- **Problem to work on**
Leave every entry as it is and write the data out in full.
※
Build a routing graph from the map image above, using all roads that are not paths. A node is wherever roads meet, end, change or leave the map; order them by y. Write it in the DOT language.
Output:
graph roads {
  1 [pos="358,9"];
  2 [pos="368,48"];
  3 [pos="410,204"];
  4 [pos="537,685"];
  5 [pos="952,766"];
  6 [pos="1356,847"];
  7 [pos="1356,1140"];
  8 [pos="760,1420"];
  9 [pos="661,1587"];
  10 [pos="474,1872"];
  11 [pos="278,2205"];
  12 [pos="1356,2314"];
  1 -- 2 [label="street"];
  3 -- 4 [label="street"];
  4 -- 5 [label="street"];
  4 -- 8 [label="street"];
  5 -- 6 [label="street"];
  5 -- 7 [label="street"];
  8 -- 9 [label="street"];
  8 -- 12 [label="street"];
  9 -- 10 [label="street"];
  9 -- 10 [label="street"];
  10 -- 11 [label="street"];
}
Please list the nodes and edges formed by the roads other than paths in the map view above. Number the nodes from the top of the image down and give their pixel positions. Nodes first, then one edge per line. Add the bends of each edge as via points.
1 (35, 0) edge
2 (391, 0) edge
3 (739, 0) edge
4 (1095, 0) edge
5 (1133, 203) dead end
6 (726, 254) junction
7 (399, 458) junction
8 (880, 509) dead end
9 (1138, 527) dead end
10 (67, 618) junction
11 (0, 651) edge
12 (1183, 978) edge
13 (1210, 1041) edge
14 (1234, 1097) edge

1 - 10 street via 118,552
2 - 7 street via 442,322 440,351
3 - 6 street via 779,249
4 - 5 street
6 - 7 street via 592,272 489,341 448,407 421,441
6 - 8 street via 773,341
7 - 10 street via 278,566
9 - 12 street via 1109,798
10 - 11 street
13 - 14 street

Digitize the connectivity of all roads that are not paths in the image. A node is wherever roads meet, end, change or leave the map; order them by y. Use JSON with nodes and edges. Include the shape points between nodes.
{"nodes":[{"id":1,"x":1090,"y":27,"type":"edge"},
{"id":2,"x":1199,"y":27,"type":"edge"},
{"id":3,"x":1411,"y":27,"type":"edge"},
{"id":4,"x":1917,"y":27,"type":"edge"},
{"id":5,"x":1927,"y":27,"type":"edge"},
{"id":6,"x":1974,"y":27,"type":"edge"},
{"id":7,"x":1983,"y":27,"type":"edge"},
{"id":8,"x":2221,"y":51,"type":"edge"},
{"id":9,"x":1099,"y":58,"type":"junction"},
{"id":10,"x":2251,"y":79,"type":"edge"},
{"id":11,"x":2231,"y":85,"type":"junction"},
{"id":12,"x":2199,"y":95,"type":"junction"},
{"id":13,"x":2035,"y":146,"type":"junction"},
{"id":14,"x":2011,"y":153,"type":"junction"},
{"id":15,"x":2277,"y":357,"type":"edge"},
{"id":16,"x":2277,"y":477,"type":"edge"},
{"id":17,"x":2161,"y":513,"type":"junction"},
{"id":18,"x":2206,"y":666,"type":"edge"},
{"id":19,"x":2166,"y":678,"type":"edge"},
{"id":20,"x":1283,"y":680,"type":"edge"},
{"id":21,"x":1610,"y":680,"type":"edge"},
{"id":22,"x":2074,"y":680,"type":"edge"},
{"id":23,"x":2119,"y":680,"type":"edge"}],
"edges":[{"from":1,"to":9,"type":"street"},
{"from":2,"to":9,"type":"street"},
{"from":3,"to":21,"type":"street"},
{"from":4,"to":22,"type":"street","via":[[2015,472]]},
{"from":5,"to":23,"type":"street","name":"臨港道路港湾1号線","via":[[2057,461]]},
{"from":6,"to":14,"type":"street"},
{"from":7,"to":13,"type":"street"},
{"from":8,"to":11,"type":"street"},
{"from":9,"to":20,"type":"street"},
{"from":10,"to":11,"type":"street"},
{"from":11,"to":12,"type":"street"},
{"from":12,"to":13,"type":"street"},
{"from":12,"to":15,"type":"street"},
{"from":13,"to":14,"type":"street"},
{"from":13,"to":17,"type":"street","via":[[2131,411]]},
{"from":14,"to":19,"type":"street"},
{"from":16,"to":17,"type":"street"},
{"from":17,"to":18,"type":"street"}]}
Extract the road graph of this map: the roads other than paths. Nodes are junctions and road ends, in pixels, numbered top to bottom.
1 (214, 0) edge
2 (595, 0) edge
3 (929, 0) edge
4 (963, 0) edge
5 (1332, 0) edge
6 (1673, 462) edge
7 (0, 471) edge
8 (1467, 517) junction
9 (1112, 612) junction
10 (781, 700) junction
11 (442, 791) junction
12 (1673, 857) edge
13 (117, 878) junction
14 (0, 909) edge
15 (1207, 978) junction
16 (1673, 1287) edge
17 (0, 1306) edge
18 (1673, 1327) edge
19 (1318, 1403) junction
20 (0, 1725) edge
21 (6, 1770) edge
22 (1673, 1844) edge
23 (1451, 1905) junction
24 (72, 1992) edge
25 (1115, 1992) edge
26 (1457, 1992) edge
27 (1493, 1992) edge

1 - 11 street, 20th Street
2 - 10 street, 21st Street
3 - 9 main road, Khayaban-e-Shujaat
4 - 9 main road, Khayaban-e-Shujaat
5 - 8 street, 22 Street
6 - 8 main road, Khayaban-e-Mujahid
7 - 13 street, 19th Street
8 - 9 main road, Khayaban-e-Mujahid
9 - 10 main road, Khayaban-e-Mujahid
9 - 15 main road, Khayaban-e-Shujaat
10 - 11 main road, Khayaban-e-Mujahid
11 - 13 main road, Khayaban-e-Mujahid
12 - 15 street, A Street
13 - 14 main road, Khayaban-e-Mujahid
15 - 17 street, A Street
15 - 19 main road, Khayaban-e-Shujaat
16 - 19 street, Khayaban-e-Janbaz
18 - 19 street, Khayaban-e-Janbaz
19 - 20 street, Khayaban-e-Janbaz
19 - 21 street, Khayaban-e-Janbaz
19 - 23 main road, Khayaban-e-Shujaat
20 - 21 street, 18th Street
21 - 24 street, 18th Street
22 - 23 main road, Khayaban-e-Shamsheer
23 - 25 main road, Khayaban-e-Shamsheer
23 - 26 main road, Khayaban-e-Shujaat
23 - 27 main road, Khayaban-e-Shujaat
※
- **Completed exercise**
Build a routing graph from the map image above, using all roads that are not paths. A node is wherever roads meet, end, change or leave the map; order them by y. Write it in the DOT language.
Output:
graph roads {
  1 [pos="358,9"];
  2 [pos="368,48"];
  3 [pos="410,204"];
  4 [pos="537,685"];
  5 [pos="952,766"];
  6 [pos="1356,847"];
  7 [pos="1356,1140"];
  8 [pos="760,1420"];
  9 [pos="661,1587"];
  10 [pos="474,1872"];
  11 [pos="278,2205"];
  12 [pos="1356,2314"];
  1 -- 2 [label="street"];
  3 -- 4 [label="street"];
  4 -- 5 [label="street"];
  4 -- 8 [label="street"];
  5 -- 6 [label="street"];
  5 -- 7 [label="street"];
  8 -- 9 [label="street"];
  8 -- 12 [label="street"];
  9 -- 10 [label="street"];
  9 -- 10 [label="street"];
  10 -- 11 [label="street"];
}
Please list the nodes and edges formed by the roads other than paths in the map view above. Number the nodes from the top of the image down and give their pixel positions. Nodes first, then one edge per line. Add the bends of each edge as via points.
1 (35, 0) edge
2 (391, 0) edge
3 (739, 0) edge
4 (1095, 0) edge
5 (1133, 203) dead end
6 (726, 254) junction
7 (399, 458) junction
8 (880, 509) dead end
9 (1138, 527) dead end
10 (67, 618) junction
11 (0, 651) edge
12 (1183, 978) edge
13 (1210, 1041) edge
14 (1234, 1097) edge

1 - 10 street via 118,552
2 - 7 street via 442,322 440,351
3 - 6 street via 779,249
4 - 5 street
6 - 7 street via 592,272 489,341 448,407 421,441
6 - 8 street via 773,341
7 - 10 street via 278,566
9 - 12 street via 1109,798
10 - 11 street
13 - 14 street

Digitize the connectivity of all roads that are not paths in the image. A node is wherever roads meet, end, change or leave the map; order them by y. Use JSON with nodes and edges. Include the shape points between nodes.
{"nodes":[{"id":1,"x":1090,"y":27,"type":"edge"},
{"id":2,"x":1199,"y":27,"type":"edge"},
{"id":3,"x":1411,"y":27,"type":"edge"},
{"id":4,"x":1917,"y":27,"type":"edge"},
{"id":5,"x":1927,"y":27,"type":"edge"},
{"id":6,"x":1974,"y":27,"type":"edge"},
{"id":7,"x":1983,"y":27,"type":"edge"},
{"id":8,"x":2221,"y":51,"type":"edge"},
{"id":9,"x":1099,"y":58,"type":"junction"},
{"id":10,"x":2251,"y":79,"type":"edge"},
{"id":11,"x":2231,"y":85,"type":"junction"},
{"id":12,"x":2199,"y":95,"type":"junction"},
{"id":13,"x":2035,"y":146,"type":"junction"},
{"id":14,"x":2011,"y":153,"type":"junction"},
{"id":15,"x":2277,"y":357,"type":"edge"},
{"id":16,"x":2277,"y":477,"type":"edge"},
{"id":17,"x":2161,"y":513,"type":"junction"},
{"id":18,"x":2206,"y":666,"type":"edge"},
{"id":19,"x":2166,"y":678,"type":"edge"},
{"id":20,"x":1283,"y":680,"type":"edge"},
{"id":21,"x":1610,"y":680,"type":"edge"},
{"id":22,"x":2074,"y":680,"type":"edge"},
{"id":23,"x":2119,"y":680,"type":"edge"}],
"edges":[{"from":1,"to":9,"type":"street"},
{"from":2,"to":9,"type":"street"},
{"from":3,"to":21,"type":"street"},
{"from":4,"to":22,"type":"street","via":[[2015,472]]},
{"from":5,"to":23,"type":"street","name":"臨港道路港湾1号線","via":[[2057,461]]},
{"from":6,"to":14,"type":"street"},
{"from":7,"to":13,"type":"street"},
{"from":8,"to":11,"type":"street"},
{"from":9,"to":20,"type":"street"},
{"from":10,"to":11,"type":"street"},
{"from":11,"to":12,"type":"street"},
{"from":12,"to":13,"type":"street"},
{"from":12,"to":15,"type":"street"},
{"from":13,"to":14,"type":"street"},
{"from":13,"to":17,"type":"street","via":[[2131,411]]},
{"from":14,"to":19,"type":"street"},
{"from":16,"to":17,"type":"street"},
{"from":17,"to":18,"type":"street"}]}
Extract the road graph of this map: the roads other than paths. Nodes are junctions and road ends, in pixels, numbered top to bottom.
1 (214, 0) edge
2 (595, 0) edge
3 (929, 0) edge
4 (963, 0) edge
5 (1332, 0) edge
6 (1673, 462) edge
7 (0, 471) edge
8 (1467, 517) junction
9 (1112, 612) junction
10 (781, 700) junction
11 (442, 791) junction
12 (1673, 857) edge
13 (117, 878) junction
14 (0, 909) edge
15 (1207, 978) junction
16 (1673, 1287) edge
17 (0, 1306) edge
18 (1673, 1327) edge
19 (1318, 1403) junction
20 (0, 1725) edge
21 (6, 1770) edge
22 (1673, 1844) edge
23 (1451, 1905) junction
24 (72, 1992) edge
25 (1115, 1992) edge
26 (1457, 1992) edge
27 (1493, 1992) edge

1 - 11 street, 20th Street
2 - 10 street, 21st Street
3 - 9 main road, Khayaban-e-Shujaat
4 - 9 main road, Khayaban-e-Shujaat
5 - 8 street, 22 Street
6 - 8 main road, Khayaban-e-Mujahid
7 - 13 street, 19th Street
8 - 9 main road, Khayaban-e-Mujahid
9 - 10 main road, Khayaban-e-Mujahid
9 - 15 main road, Khayaban-e-Shujaat
10 - 11 main road, Khayaban-e-Mujahid
11 - 13 main road, Khayaban-e-Mujahid
12 - 15 street, A Street
13 - 14 main road, Khayaban-e-Mujahid
15 - 17 street, A Street
15 - 19 main road, Khayaban-e-Shujaat
16 - 19 street, Khayaban-e-Janbaz
18 - 19 street, Khayaban-e-Janbaz
19 - 20 street, Khayaban-e-Janbaz
19 - 21 street, Khayaban-e-Janbaz
19 - 23 main road, Khayaban-e-Shujaat
20 - 21 street, 18th Street
21 - 24 street, 18th Street
22 - 23 main road, Khayaban-e-Shamsheer
23 - 25 main road, Khayaban-e-Shamsheer
23 - 26 main road, Khayaban-e-Shujaat
23 - 27 main road, Khayaban-e-Shujaat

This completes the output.